■ WHAT TO PRODUCE: Search the data for the string "this" and copy each line in which it appears.

Stored dataset items:
= Beginning of Section =
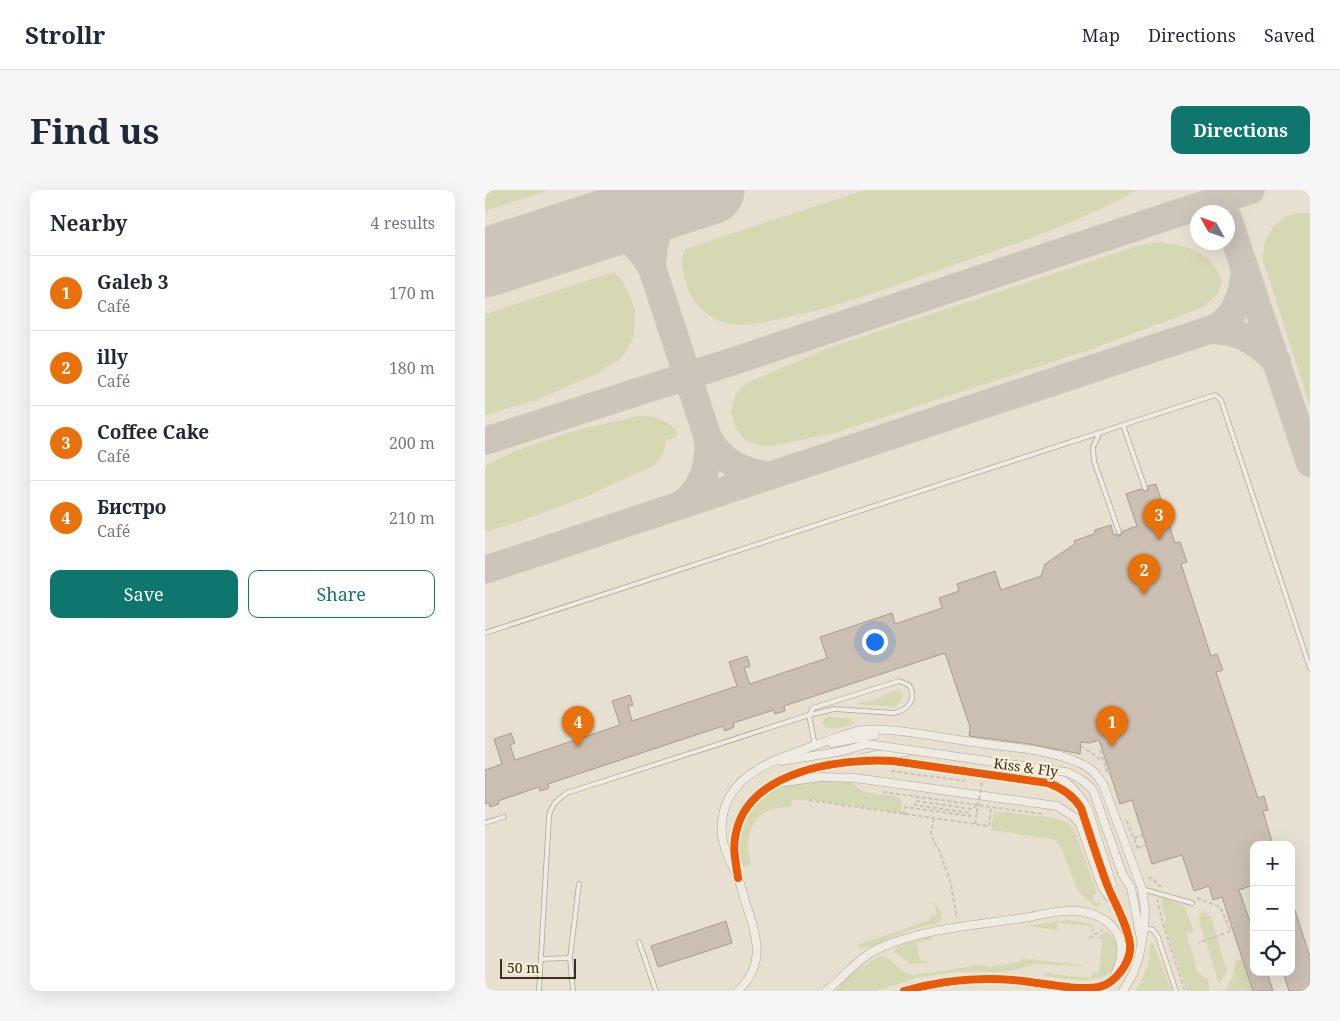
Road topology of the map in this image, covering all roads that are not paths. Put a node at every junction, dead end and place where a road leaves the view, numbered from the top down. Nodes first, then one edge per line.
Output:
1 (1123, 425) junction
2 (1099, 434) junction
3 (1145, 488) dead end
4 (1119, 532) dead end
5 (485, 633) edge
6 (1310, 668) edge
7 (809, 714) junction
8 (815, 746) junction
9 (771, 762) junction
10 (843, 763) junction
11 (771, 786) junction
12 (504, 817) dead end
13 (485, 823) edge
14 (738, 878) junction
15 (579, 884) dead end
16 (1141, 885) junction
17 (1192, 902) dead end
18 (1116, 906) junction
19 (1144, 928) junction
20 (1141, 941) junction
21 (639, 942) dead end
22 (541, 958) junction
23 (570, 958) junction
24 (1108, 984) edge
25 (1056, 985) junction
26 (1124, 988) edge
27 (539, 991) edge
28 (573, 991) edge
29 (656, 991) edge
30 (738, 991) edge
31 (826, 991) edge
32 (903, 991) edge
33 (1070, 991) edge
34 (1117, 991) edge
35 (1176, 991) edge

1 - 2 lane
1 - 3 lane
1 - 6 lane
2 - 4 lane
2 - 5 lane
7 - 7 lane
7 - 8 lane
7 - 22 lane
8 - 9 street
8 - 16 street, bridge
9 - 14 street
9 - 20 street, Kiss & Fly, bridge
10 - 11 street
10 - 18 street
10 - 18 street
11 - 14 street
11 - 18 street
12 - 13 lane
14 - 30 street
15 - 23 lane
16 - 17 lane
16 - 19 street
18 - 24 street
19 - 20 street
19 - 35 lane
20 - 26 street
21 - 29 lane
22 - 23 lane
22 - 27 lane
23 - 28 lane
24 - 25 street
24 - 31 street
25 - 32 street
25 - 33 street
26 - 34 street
= End of Section =
= Beginning of Section =
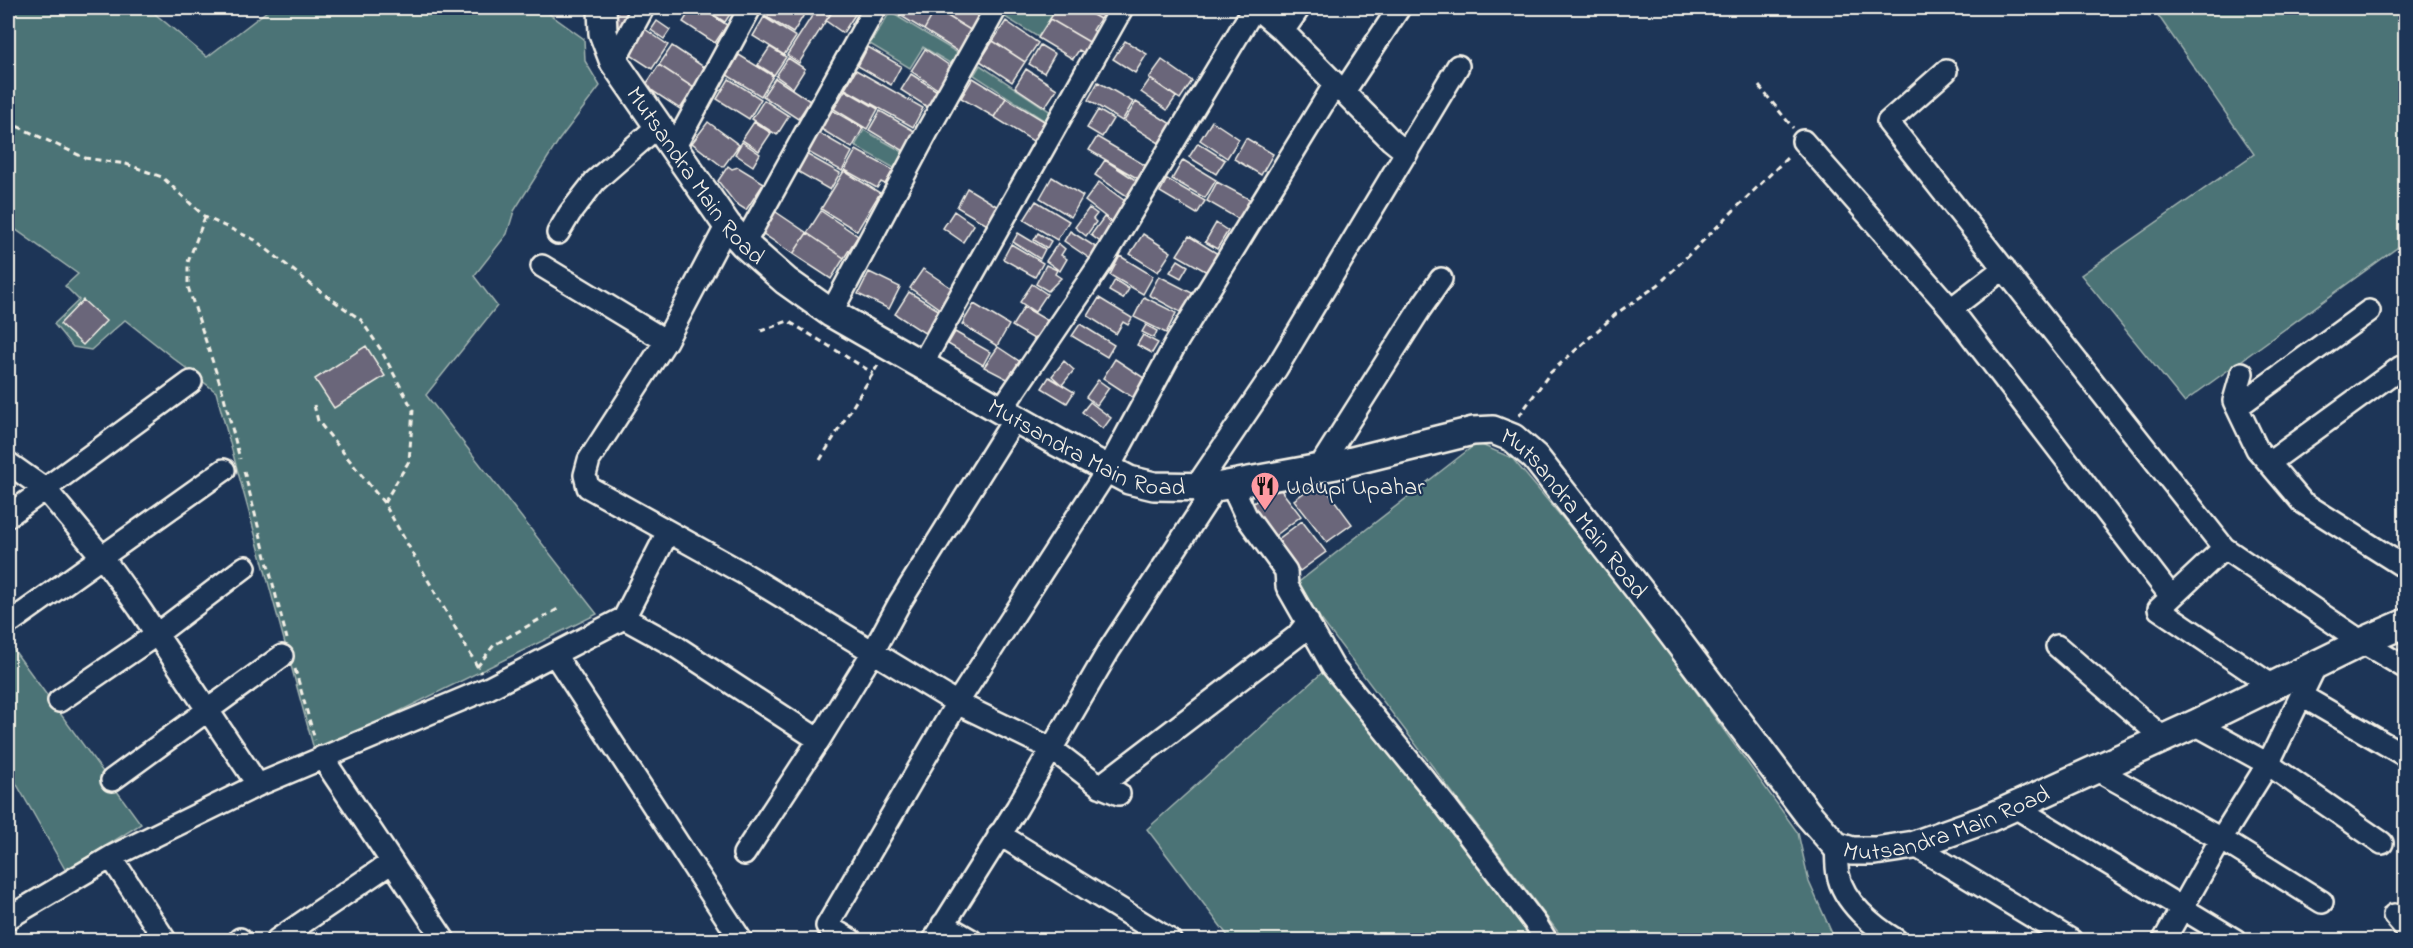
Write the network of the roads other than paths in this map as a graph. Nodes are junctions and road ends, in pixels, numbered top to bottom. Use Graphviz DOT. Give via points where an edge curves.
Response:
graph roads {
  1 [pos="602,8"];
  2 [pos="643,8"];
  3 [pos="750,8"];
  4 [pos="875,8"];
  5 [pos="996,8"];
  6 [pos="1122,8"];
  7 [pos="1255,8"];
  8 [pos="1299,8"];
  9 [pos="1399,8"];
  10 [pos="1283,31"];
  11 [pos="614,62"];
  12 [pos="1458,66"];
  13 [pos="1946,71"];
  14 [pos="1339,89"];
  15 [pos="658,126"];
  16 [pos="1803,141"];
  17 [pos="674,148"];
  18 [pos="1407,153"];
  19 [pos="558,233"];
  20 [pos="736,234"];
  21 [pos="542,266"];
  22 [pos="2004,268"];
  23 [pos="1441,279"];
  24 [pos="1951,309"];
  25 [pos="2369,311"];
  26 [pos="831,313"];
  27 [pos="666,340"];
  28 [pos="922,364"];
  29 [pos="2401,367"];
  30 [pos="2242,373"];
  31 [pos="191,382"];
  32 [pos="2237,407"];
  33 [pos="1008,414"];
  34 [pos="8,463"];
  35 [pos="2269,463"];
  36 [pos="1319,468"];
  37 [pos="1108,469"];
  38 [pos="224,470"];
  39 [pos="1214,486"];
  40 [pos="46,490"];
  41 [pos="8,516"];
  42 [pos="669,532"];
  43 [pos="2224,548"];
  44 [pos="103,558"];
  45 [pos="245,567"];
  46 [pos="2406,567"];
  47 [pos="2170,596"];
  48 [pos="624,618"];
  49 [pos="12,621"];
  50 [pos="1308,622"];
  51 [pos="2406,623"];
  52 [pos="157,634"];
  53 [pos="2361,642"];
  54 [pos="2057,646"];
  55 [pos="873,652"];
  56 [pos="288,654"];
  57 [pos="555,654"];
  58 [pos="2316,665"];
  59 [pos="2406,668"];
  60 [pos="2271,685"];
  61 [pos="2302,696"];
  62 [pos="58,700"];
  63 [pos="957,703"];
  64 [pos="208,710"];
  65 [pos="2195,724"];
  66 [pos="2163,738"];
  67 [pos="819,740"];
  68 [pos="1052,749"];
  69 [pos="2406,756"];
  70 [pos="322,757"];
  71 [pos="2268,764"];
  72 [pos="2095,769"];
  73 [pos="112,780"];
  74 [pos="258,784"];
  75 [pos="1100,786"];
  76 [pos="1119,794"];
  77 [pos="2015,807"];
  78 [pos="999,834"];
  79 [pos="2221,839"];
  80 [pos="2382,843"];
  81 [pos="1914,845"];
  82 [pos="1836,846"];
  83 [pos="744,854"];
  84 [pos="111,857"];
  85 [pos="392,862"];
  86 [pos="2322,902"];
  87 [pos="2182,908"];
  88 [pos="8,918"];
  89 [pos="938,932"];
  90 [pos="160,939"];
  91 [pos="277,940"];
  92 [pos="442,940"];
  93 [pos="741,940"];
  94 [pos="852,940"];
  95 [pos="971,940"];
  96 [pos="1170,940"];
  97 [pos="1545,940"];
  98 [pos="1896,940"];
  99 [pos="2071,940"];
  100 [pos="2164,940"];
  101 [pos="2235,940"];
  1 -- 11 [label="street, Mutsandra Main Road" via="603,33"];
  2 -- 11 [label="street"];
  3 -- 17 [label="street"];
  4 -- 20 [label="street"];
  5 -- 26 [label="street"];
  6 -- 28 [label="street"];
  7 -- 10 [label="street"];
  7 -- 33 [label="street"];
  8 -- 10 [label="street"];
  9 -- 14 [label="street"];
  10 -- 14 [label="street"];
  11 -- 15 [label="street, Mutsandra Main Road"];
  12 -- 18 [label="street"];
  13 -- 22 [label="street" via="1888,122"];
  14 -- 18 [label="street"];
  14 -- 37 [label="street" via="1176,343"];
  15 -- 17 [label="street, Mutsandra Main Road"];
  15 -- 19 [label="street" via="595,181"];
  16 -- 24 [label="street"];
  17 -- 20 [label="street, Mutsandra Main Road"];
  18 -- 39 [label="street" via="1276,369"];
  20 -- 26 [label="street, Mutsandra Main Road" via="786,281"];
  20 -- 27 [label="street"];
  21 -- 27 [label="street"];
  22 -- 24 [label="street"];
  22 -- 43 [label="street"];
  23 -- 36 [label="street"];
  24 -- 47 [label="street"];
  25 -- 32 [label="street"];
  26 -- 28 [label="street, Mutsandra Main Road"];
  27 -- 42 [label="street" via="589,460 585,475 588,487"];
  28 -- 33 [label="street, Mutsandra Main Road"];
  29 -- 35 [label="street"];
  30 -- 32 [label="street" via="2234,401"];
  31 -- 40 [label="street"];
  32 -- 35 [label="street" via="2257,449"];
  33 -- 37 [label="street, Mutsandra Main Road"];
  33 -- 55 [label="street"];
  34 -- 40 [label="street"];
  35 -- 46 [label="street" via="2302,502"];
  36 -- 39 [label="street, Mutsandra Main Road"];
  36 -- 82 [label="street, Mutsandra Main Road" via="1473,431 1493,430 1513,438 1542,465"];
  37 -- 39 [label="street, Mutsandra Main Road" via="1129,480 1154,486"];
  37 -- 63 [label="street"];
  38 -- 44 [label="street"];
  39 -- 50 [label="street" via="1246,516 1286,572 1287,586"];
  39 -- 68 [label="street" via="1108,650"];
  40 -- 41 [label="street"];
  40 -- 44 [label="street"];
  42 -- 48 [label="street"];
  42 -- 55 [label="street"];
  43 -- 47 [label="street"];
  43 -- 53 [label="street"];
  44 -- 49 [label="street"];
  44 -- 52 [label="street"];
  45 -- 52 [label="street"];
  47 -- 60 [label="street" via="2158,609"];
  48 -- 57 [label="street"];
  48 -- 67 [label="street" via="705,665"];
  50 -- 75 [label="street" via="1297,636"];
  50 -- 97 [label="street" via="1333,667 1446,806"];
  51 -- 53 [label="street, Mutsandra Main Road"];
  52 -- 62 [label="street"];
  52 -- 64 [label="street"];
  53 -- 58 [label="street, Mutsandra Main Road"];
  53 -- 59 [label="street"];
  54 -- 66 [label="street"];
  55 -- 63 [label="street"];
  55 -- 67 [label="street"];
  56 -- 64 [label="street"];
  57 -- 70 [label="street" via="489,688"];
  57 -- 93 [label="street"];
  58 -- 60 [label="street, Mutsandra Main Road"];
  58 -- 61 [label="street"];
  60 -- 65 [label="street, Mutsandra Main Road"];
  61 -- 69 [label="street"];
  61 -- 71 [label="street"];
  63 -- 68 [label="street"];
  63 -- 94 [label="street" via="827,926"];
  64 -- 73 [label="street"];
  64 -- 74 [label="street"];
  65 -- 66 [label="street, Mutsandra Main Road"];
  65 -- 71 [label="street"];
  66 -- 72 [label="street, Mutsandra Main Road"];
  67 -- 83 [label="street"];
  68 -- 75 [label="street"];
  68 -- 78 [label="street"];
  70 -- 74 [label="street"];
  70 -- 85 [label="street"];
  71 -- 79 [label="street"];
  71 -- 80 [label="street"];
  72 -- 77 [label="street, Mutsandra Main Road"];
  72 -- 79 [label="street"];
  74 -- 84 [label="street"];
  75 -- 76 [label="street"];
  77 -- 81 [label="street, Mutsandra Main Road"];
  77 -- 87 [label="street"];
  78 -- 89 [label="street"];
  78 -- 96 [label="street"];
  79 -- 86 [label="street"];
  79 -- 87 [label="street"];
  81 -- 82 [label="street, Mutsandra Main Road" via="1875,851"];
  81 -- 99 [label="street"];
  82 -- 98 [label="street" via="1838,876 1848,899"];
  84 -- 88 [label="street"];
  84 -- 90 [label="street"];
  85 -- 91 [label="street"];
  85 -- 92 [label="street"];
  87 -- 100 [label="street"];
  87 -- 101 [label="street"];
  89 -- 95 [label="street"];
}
= End of Section =
= Beginning of Section =
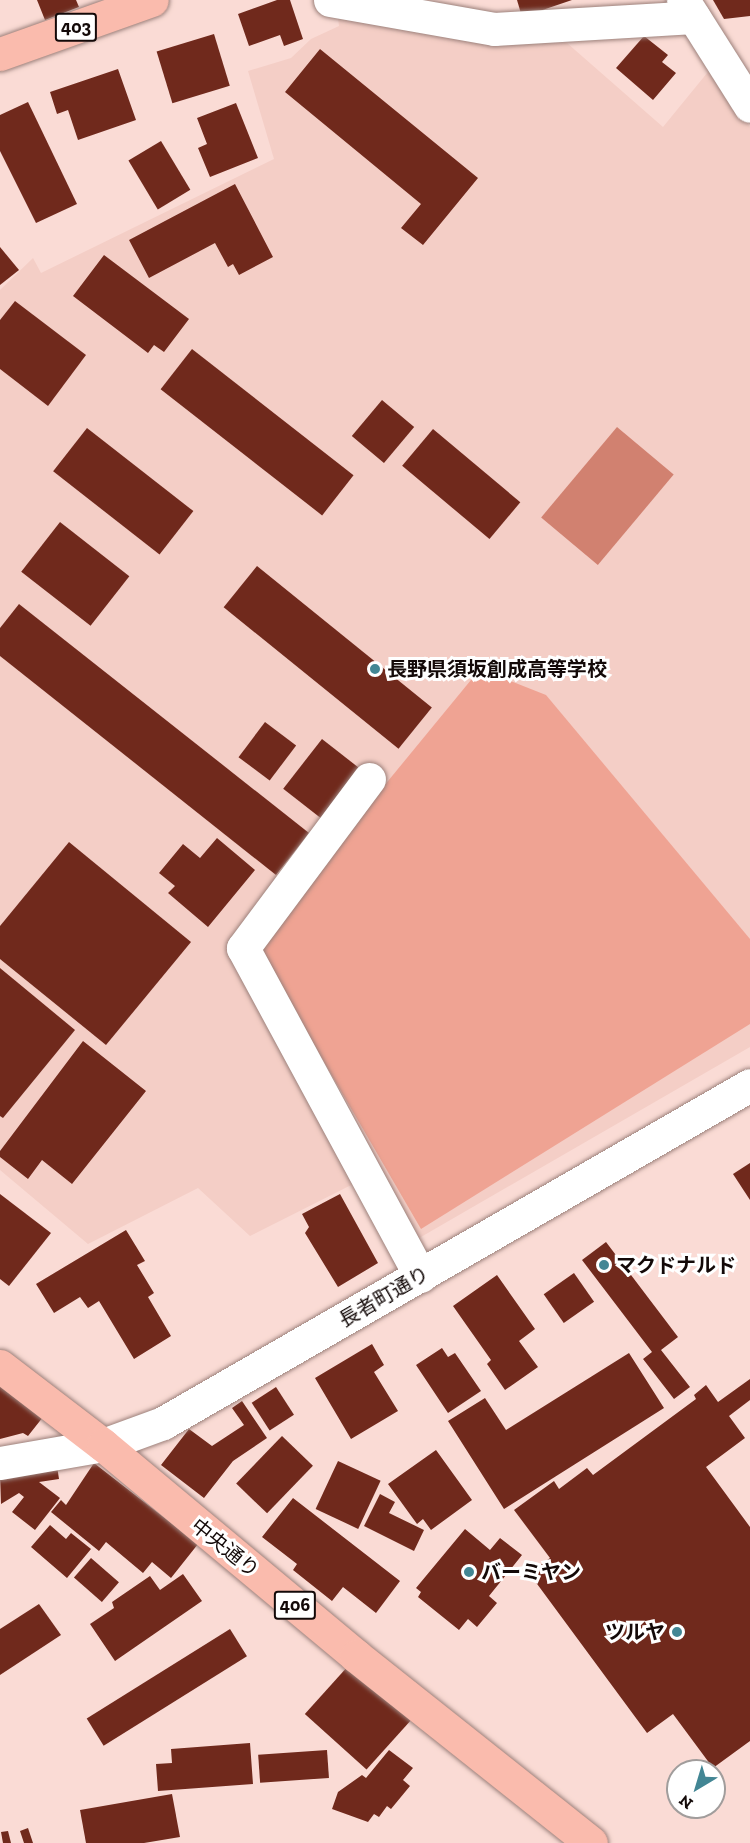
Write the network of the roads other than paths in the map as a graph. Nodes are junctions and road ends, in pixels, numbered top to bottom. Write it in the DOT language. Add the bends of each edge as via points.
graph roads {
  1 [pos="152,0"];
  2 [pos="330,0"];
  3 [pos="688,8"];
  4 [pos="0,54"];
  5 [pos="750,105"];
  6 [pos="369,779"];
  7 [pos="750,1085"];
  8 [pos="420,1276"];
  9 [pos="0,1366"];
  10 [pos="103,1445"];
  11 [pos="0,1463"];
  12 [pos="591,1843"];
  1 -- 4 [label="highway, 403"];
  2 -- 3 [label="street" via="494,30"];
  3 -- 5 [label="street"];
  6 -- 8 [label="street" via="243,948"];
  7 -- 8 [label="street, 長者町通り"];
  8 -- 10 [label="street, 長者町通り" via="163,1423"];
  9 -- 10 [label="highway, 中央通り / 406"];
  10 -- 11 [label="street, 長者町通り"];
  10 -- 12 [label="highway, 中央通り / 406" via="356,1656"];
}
= End of Section =
■ ANSWER FOR THE TASK:
Road topology of the map in this image, covering all roads that are not paths. Put a node at every junction, dead end and place where a road leaves the view, numbered from the top down. Nodes first, then one edge per line.
Write the network of the roads other than paths in this map as a graph. Nodes are junctions and road ends, in pixels, numbered top to bottom. Use Graphviz DOT. Give via points where an edge curves.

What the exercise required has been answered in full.